Over the range of output where the LRAC curve is falling, the firm is experiencing economies of scale, leading to decreasing average costs. After a certain output level, the firm faces constant returns to scale with average costs remaining consistent.

Step-by-step explanation:

Over the range of output where the Long-Run Average Cost (LRAC) curve is falling, the firm is experiencing economies of scale. As output increases, average costs are decreasing. This downward slope of the LRAC curve suggests that the firm is getting more efficient at producing goods or services, resulting in a lower cost per unit of output. Eventually, if the firm expands production further, it will reach a point where economies of scale have been exhausted, depicted by a flat portion of the LRAC around Q3. At this stage, the average cost of production experiences constant returns to scale, meaning that increasing all inputs proportionately does not significantly change the unit cost.

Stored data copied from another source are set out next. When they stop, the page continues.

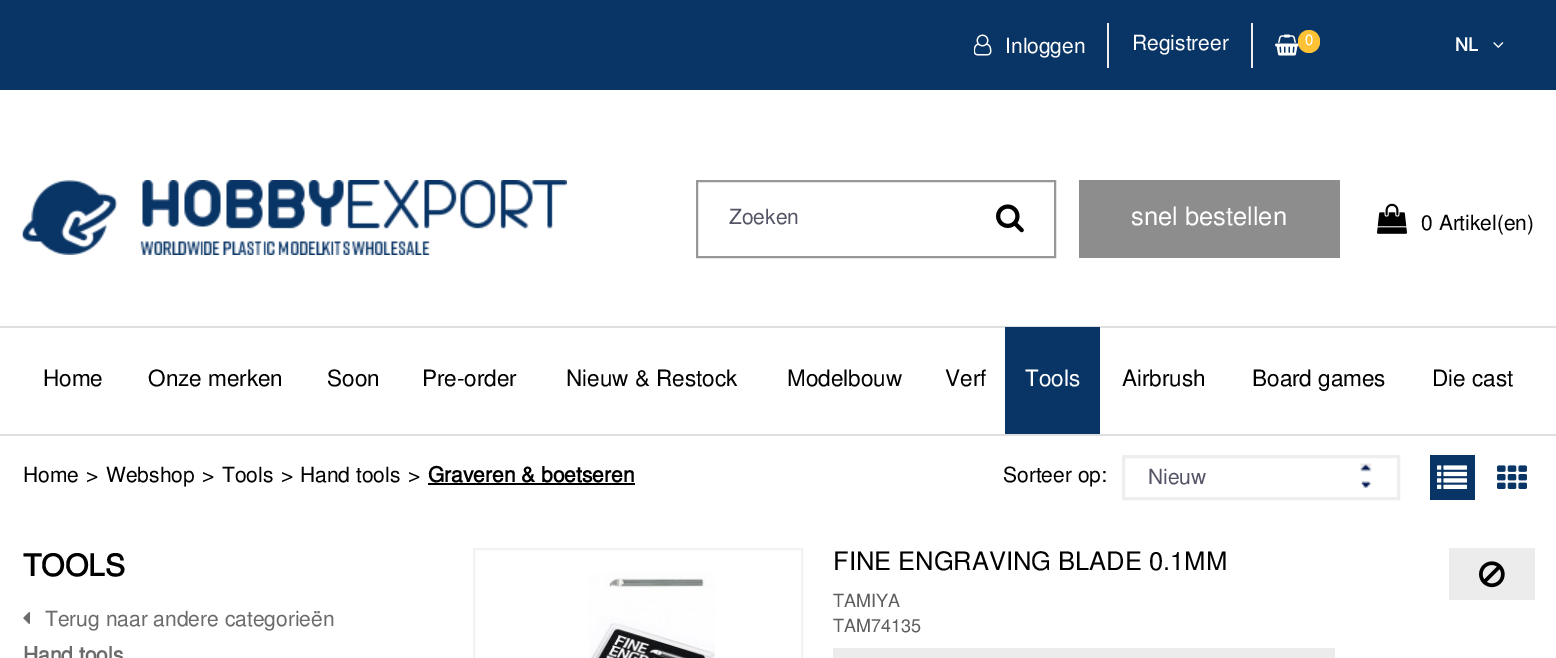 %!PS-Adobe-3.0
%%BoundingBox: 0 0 1556 658
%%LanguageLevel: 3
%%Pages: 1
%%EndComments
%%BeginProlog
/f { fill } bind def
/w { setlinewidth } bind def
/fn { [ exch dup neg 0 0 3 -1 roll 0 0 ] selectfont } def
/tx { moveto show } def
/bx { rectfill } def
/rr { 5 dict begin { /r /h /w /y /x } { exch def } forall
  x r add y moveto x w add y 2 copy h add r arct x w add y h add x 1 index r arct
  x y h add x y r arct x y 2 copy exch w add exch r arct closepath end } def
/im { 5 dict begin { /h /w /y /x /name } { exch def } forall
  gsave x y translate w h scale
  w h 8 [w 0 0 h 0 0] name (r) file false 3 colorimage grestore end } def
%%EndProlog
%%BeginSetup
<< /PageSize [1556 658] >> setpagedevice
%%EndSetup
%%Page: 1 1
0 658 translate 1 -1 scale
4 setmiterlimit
1 setgray
0 0 1556 658 bx
0.035 0.208 0.4 setrgbcolor
0 0 1556 90 bx
0.933 setgray
1107 23 2 45 bx
(image0.raw) 974 34 18 22 im
/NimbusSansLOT-Regular 21 fn
1 setgray
(Inloggen) 1005 53 tx
0.933 setgray
1251 23 2 45 bx
1 setgray
(Registreer) 1132 50 tx
(image1.raw) 1275 34 24 22 im
0.996 0.761 0.204 setrgbcolor
1298 30 22 23 11 rr f
/NimbusSansLOT-Regular 15 fn
1 setgray
(0) 1305 45 tx
/NimbusSansLOT-Bold 18 fn
(NL) 1455 51 tx
(image2.raw) 1493 42 11 6 im
(image3.raw) 22 180 545 75 im
0.592 setgray
2 w
697 181 358 76 rectstroke
/NimbusSansLOT-Regular 21 fn
0.329 0.333 0.404 setrgbcolor
(Zoeken) 729 224 tx
(image4.raw) 996 204 28 29 im
0.553 setgray
1079 180 261 78 bx
/NimbusSansLOT-Regular 25.5 fn
1 setgray
(snel bestellen) 1131 225 tx
(image5.raw) 1377 203 30 31 im
/NimbusSansLOT-Regular 21 fn
0 setgray
(0 Artikel\(en\)) 1421 230 tx
0.875 setgray
0 326 1556 2 bx
0 434 1556 2 bx
/NimbusSansLOT-Regular 22.5 fn
0 setgray
(Home) 43 386 tx
(Onze merken) 148 386 tx
(Soon) 327 386 tx
(Pre-order) 422 386 tx
(Nieuw & Restock) 566 386 tx
(Modelbouw) 787 386 tx
(Verf) 945 386 tx
0.035 0.208 0.4 setrgbcolor
1005 327 95 107 bx
1 setgray
(Tools) 1025 386 tx
0 setgray
(Airbrush) 1122 386 tx
(Board games) 1252 386 tx
(Die cast) 1432 386 tx
/NimbusSansLOT-Regular 21 fn
(Home) 23 482 tx
(>) 86 482 tx
(Webshop) 106 482 tx
(>) 202 482 tx
(Tools) 222 482 tx
(>) 281 482 tx
(Hand tools) 300 482 tx
(>) 408 482 tx
/NimbusSansLOT-Bold 21 fn
(Graveren & boetseren) 428 482 tx
428 483 207 2 bx
/NimbusSansLOT-Regular 21 fn
(Sorteer op:) 1003 482 tx
(image6.raw) 1360 463 12 25 im
0.933 setgray
3 w
1123.5 456.5 275 42 rectstroke
0.329 0.333 0.404 setrgbcolor
(Nieuw) 1148 484 tx
0.035 0.208 0.4 setrgbcolor
1430 455 45 45 bx
(image7.raw) 1437 465 30 24 im
(image8.raw) 1497 465 30 24 im
/NimbusSansLOT-Bold 30 fn
0 setgray
(TOOLS) 23 576 tx
(image9.raw) 23 612 7 12 im
/NimbusSansLOT-Regular 21 fn
0.42 setgray
(Terug naar andere categorieën) 45 626 tx
/NimbusSansLOT-Bold 21 fn
(Hand tools) 23 662 tx
0.949 setgray
2 w
474 549 328 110 rectstroke
(image10.raw) 589 572 126 86 im
/NimbusSansLOT-Regular 25.5 fn
0 setgray
(FINE ENGRAVING BLADE 0.1MM) 833 570 tx
/NimbusSansLOT-Regular 18 fn
0.369 setgray
(TAMIYA) 833 607 tx
(TAM74135) 833 632 tx
0.925 setgray
833 648 502 10 bx
1449 548 86 52 bx
(image11.raw) 1479 561 26 27 im
showpage
%%EOF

This indicates an optimal range of production for cost efficiency, usually where the LRAC curve bottoms out or has a flat-bottomed section.According to Figure 7.11, the LRAC curve can show a clear minimum point where firms producing at this output level will have the lowest costs, or it may have a flat bottom allowing firms to compete effectively over a range of output levels without experiencing higher average costs. Beyond these optimal points, average costs will start to rise, indicating diseconomies of scale.